Use insecure connections? (y/n): y
Login successful.
You don't have any projects. You can try to create a new project, by running
oc new-project <projectname>
Acceso como administrador:
oc login -u kubeadmin -p fq66o-KsVBU-cnKBU-xLpqd https://api.crc.testing:6443
The server uses a certificate signed by an unknown authority.
You can bypass the certificate check, but any data you send to the server could be intercepted by others.
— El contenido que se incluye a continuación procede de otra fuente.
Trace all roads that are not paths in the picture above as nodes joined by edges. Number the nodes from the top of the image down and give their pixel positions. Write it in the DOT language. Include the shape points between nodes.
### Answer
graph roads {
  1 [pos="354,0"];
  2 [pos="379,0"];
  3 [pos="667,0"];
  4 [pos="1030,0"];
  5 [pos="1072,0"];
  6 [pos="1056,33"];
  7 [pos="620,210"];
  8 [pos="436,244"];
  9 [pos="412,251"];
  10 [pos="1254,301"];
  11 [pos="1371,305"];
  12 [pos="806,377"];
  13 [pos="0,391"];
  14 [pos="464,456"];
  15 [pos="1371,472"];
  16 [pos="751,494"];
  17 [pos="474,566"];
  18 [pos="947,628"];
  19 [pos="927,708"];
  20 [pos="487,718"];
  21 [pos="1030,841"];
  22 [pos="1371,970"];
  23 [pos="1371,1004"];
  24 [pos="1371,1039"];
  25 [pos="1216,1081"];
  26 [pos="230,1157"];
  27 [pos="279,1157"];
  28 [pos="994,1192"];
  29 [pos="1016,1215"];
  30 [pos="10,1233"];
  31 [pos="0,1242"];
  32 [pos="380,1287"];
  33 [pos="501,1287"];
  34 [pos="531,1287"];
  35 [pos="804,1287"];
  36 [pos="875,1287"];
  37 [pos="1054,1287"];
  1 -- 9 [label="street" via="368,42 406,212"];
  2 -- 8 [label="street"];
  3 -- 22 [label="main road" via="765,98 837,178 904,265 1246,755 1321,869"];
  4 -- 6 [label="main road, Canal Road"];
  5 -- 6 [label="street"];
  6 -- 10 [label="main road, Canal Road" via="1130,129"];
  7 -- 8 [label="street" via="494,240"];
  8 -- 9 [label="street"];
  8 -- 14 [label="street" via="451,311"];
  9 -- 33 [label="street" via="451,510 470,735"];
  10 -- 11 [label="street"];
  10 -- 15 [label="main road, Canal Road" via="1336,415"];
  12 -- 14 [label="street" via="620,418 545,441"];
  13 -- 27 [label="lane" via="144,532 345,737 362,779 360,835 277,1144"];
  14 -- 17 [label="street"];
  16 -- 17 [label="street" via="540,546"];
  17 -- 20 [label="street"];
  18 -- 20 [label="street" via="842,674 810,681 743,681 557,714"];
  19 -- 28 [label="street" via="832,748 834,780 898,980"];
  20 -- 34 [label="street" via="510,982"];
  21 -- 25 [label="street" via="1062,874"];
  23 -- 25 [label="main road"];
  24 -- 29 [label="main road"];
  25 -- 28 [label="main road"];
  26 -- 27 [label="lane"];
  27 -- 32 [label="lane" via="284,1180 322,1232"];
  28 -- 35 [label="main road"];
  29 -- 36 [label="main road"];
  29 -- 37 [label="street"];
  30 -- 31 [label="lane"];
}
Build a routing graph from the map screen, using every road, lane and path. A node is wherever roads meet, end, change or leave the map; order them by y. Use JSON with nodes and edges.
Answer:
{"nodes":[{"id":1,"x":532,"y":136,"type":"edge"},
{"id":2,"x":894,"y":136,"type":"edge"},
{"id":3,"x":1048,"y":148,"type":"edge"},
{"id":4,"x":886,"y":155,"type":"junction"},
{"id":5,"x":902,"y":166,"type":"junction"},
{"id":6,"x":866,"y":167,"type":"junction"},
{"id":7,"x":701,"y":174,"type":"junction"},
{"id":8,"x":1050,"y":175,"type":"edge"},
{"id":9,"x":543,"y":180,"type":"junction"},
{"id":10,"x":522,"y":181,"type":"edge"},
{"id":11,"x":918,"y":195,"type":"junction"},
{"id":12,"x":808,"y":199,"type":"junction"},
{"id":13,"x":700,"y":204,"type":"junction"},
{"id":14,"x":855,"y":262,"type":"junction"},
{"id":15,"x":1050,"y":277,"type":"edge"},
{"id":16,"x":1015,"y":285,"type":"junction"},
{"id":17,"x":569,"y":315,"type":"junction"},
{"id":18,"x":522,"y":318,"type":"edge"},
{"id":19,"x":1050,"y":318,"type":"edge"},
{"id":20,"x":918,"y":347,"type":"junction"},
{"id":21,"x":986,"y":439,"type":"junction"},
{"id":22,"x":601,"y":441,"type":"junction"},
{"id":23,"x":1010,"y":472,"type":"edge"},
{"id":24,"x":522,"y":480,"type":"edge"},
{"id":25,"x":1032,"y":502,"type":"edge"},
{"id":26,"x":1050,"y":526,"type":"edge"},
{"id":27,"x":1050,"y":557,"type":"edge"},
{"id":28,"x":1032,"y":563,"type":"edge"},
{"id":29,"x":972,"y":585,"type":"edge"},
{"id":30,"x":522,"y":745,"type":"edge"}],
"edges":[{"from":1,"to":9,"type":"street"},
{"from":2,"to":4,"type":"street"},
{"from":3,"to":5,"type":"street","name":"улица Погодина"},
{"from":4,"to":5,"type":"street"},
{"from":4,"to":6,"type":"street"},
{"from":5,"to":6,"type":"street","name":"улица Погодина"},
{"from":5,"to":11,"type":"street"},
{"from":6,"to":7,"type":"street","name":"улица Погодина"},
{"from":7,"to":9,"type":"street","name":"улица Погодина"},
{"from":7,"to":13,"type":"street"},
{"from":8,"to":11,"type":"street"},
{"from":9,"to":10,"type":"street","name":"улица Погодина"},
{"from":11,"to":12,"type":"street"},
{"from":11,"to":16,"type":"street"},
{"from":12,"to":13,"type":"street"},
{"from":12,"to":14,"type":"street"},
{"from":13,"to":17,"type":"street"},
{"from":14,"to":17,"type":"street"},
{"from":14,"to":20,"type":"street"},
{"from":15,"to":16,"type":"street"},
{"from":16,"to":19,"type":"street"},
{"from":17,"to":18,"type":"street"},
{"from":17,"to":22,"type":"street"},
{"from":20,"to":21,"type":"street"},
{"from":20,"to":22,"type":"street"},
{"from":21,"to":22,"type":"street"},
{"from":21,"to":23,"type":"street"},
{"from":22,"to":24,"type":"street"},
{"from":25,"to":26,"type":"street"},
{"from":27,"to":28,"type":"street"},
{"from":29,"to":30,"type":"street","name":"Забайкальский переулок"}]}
Use insecure connections? (y/n): y
Login successful.
You have access to 57 projects, the list has been suppressed. You can list all projects with 'oc projects'
Using project "default".
Para abrir la consola web desde su navegador predeterminado:
crc console
Si queremos saber la dirección IP del cluster:
crc ip
Paso 6: Deteniendo el cluster de OpenShift#
Para detener el cluster, ejecutamos el siguiente comando:
crc stop
Stopping the OpenShift cluster, this may take a few minutes...
Stopped the OpenShift cluster
Se puede iniciar nuevamente el cluster simplemente ejecutando:
crc start
Paso 7: Eliminando el cluster de OpenShift#
Si queremos borrar el cluster desplegado y ahorrarnos ese espacio en disco duro:
crc delete
Espero les haya gustado este tutorial, ¡hasta la próxima!